Registries and Monitoring

Job registries for tracking job states and comprehensive monitoring capabilities. Registries provide visibility into job execution, failure analysis, system health monitoring, and operational insights for distributed job processing systems.

Capabilities

Base Registry Operations

Common functionality shared across all job registries.

class BaseRegistry:
    def __init__(
        self,
        name: str = 'default',
        connection=None,
        job_class=None,
        queue: 'Queue' = None,
        serializer=None,
        death_penalty_class=None
    ):
        """
        Initialize a job registry.
        
        Args:
            name (str): Registry name, typically matches queue name.
            connection: Redis connection instance.
            job_class: Job class for deserialization.
            queue (Queue): Associated queue instance.
            serializer: Custom serializer for job data.
            death_penalty_class: Death penalty class for timeouts.
        """

    @property
    def name(self) -> str:
        """Registry name."""

    @property
    def key(self) -> str:
        """Redis key for this registry."""

    @property
    def connection(self):
        """Redis connection instance."""

    @property
    def count(self) -> int:
        """Number of jobs in the registry."""
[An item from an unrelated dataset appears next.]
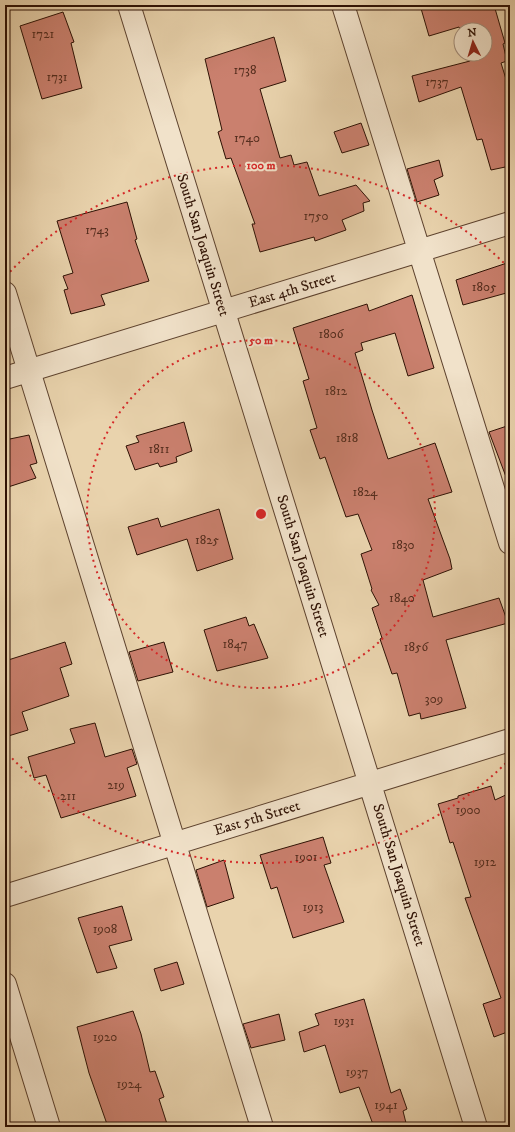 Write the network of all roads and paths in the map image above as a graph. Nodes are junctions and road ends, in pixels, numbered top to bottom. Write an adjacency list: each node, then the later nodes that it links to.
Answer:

    def get_job_count(self, cleanup: bool = True) -> int:
        """
        Get count of jobs in registry.
        
        Args:
            cleanup (bool): Remove expired jobs before counting.
            
        Returns:
            int: Number of jobs in registry.
        """

    def get_job_ids(self, start: int = 0, end: int = -1) -> list[str]:
        """
        Get job IDs from registry.
        
        Args:
            start (int): Start index.
            end (int): End index (-1 for all).
            
        Returns:
            list[str]: Job IDs in registry.
        """

    def get_jobs(self, start: int = 0, end: int = -1) -> list['Job']:
        """
        Get jobs from registry.
        
        Args:
            start (int): Start index.
            end (int): End index (-1 for all).
            
        Returns:
            list[Job]: Jobs in registry.
        """

    def add(self, job: 'Job', ttl: int = None, pipeline=None):
        """
        Add job to registry.
        
        Args:
            job (Job): Job to add.
            ttl (int): Time-to-live in seconds.
            pipeline: Redis pipeline for batched operations.
        """

    def remove(self, job: 'Job', pipeline=None):
        """
        Remove job from registry.
        
        Args:
            job (Job): Job to remove.
            pipeline: Redis pipeline for batched operations.
        """

    def cleanup(self, timestamp: datetime = None) -> int:
        """
        Remove expired jobs from registry.
        
        Args:
            timestamp (datetime): Reference timestamp for expiration.
            
        Returns:
            int: Number of jobs removed.
        """

Started Job Registry

Track jobs currently being executed by workers.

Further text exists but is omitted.